> Given entries
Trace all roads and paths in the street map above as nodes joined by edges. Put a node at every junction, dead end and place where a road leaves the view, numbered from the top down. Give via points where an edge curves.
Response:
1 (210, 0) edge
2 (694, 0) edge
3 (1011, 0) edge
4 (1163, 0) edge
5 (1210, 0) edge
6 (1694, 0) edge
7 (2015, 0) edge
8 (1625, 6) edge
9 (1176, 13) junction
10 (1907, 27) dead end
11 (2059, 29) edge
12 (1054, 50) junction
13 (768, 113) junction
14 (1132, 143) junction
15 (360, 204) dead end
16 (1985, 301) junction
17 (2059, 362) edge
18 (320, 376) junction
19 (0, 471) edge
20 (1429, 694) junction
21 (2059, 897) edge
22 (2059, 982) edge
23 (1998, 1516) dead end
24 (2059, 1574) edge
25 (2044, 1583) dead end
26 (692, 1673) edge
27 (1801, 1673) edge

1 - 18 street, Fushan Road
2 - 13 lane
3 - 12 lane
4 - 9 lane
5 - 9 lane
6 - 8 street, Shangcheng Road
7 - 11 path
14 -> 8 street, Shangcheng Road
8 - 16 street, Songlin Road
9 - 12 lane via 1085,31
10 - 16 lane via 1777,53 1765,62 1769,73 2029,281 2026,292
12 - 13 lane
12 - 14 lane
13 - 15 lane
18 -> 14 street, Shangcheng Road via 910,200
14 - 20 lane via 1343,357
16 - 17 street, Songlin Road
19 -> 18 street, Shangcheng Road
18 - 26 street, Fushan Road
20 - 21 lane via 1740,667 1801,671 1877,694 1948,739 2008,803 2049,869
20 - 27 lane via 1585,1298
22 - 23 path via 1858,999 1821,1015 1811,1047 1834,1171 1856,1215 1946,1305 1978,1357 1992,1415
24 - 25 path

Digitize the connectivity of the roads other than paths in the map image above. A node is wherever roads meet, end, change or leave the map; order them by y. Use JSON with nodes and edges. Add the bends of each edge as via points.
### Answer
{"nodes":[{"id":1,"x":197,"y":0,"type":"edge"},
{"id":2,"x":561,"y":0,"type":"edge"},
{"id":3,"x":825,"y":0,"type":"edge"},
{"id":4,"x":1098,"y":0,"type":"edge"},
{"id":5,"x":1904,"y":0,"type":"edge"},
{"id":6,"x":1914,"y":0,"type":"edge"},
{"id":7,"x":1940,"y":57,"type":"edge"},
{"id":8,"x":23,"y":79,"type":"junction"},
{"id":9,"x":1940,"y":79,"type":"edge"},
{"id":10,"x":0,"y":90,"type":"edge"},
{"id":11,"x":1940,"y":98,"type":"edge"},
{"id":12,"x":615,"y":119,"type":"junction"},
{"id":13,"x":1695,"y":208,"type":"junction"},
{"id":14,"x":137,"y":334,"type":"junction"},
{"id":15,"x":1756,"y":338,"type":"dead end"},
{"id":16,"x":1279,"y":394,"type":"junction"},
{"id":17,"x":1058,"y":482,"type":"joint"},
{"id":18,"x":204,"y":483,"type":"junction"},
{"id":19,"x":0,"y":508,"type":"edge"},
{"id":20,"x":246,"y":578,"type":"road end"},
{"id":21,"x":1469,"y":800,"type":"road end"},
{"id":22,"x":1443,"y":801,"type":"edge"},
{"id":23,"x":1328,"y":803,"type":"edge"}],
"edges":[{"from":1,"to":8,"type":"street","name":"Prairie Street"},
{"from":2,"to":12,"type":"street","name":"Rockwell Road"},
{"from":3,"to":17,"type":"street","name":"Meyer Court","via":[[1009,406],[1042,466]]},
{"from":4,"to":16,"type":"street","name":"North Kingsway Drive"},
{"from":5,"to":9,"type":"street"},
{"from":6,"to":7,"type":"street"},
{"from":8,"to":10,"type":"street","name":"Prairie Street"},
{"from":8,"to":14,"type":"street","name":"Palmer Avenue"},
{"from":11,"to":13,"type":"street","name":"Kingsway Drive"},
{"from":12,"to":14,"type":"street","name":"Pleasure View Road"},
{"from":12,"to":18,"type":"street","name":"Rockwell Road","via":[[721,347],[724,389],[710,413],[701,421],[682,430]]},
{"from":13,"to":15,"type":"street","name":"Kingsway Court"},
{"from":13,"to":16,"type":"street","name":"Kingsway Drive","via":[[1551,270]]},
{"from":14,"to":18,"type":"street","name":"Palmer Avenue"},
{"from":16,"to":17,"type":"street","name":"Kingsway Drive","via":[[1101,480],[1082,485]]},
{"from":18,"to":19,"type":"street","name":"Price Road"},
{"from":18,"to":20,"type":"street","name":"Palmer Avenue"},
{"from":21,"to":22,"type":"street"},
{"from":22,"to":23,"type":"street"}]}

> Goal of the exercise
Line by line, give the material above again exactly.

> Written response
Trace all roads and paths in the street map above as nodes joined by edges. Put a node at every junction, dead end and place where a road leaves the view, numbered from the top down. Give via points where an edge curves.
Response:
1 (210, 0) edge
2 (694, 0) edge
3 (1011, 0) edge
4 (1163, 0) edge
5 (1210, 0) edge
6 (1694, 0) edge
7 (2015, 0) edge
8 (1625, 6) edge
9 (1176, 13) junction
10 (1907, 27) dead end
11 (2059, 29) edge
12 (1054, 50) junction
13 (768, 113) junction
14 (1132, 143) junction
15 (360, 204) dead end
16 (1985, 301) junction
17 (2059, 362) edge
18 (320, 376) junction
19 (0, 471) edge
20 (1429, 694) junction
21 (2059, 897) edge
22 (2059, 982) edge
23 (1998, 1516) dead end
24 (2059, 1574) edge
25 (2044, 1583) dead end
26 (692, 1673) edge
27 (1801, 1673) edge

1 - 18 street, Fushan Road
2 - 13 lane
3 - 12 lane
4 - 9 lane
5 - 9 lane
6 - 8 street, Shangcheng Road
7 - 11 path
14 -> 8 street, Shangcheng Road
8 - 16 street, Songlin Road
9 - 12 lane via 1085,31
10 - 16 lane via 1777,53 1765,62 1769,73 2029,281 2026,292
12 - 13 lane
12 - 14 lane
13 - 15 lane
18 -> 14 street, Shangcheng Road via 910,200
14 - 20 lane via 1343,357
16 - 17 street, Songlin Road
19 -> 18 street, Shangcheng Road
18 - 26 street, Fushan Road
20 - 21 lane via 1740,667 1801,671 1877,694 1948,739 2008,803 2049,869
20 - 27 lane via 1585,1298
22 - 23 path via 1858,999 1821,1015 1811,1047 1834,1171 1856,1215 1946,1305 1978,1357 1992,1415
24 - 25 path

Digitize the connectivity of the roads other than paths in the map image above. A node is wherever roads meet, end, change or leave the map; order them by y. Use JSON with nodes and edges. Add the bends of each edge as via points.
### Answer
{"nodes":[{"id":1,"x":197,"y":0,"type":"edge"},
{"id":2,"x":561,"y":0,"type":"edge"},
{"id":3,"x":825,"y":0,"type":"edge"},
{"id":4,"x":1098,"y":0,"type":"edge"},
{"id":5,"x":1904,"y":0,"type":"edge"},
{"id":6,"x":1914,"y":0,"type":"edge"},
{"id":7,"x":1940,"y":57,"type":"edge"},
{"id":8,"x":23,"y":79,"type":"junction"},
{"id":9,"x":1940,"y":79,"type":"edge"},
{"id":10,"x":0,"y":90,"type":"edge"},
{"id":11,"x":1940,"y":98,"type":"edge"},
{"id":12,"x":615,"y":119,"type":"junction"},
{"id":13,"x":1695,"y":208,"type":"junction"},
{"id":14,"x":137,"y":334,"type":"junction"},
{"id":15,"x":1756,"y":338,"type":"dead end"},
{"id":16,"x":1279,"y":394,"type":"junction"},
{"id":17,"x":1058,"y":482,"type":"joint"},
{"id":18,"x":204,"y":483,"type":"junction"},
{"id":19,"x":0,"y":508,"type":"edge"},
{"id":20,"x":246,"y":578,"type":"road end"},
{"id":21,"x":1469,"y":800,"type":"road end"},
{"id":22,"x":1443,"y":801,"type":"edge"},
{"id":23,"x":1328,"y":803,"type":"edge"}],
"edges":[{"from":1,"to":8,"type":"street","name":"Prairie Street"},
{"from":2,"to":12,"type":"street","name":"Rockwell Road"},
{"from":3,"to":17,"type":"street","name":"Meyer Court","via":[[1009,406],[1042,466]]},
{"from":4,"to":16,"type":"street","name":"North Kingsway Drive"},
{"from":5,"to":9,"type":"street"},
{"from":6,"to":7,"type":"street"},
{"from":8,"to":10,"type":"street","name":"Prairie Street"},
{"from":8,"to":14,"type":"street","name":"Palmer Avenue"},
{"from":11,"to":13,"type":"street","name":"Kingsway Drive"},
{"from":12,"to":14,"type":"street","name":"Pleasure View Road"},
{"from":12,"to":18,"type":"street","name":"Rockwell Road","via":[[721,347],[724,389],[710,413],[701,421],[682,430]]},
{"from":13,"to":15,"type":"street","name":"Kingsway Court"},
{"from":13,"to":16,"type":"street","name":"Kingsway Drive","via":[[1551,270]]},
{"from":14,"to":18,"type":"street","name":"Palmer Avenue"},
{"from":16,"to":17,"type":"street","name":"Kingsway Drive","via":[[1101,480],[1082,485]]},
{"from":18,"to":19,"type":"street","name":"Price Road"},
{"from":18,"to":20,"type":"street","name":"Palmer Avenue"},
{"from":21,"to":22,"type":"street"},
{"from":22,"to":23,"type":"street"}]}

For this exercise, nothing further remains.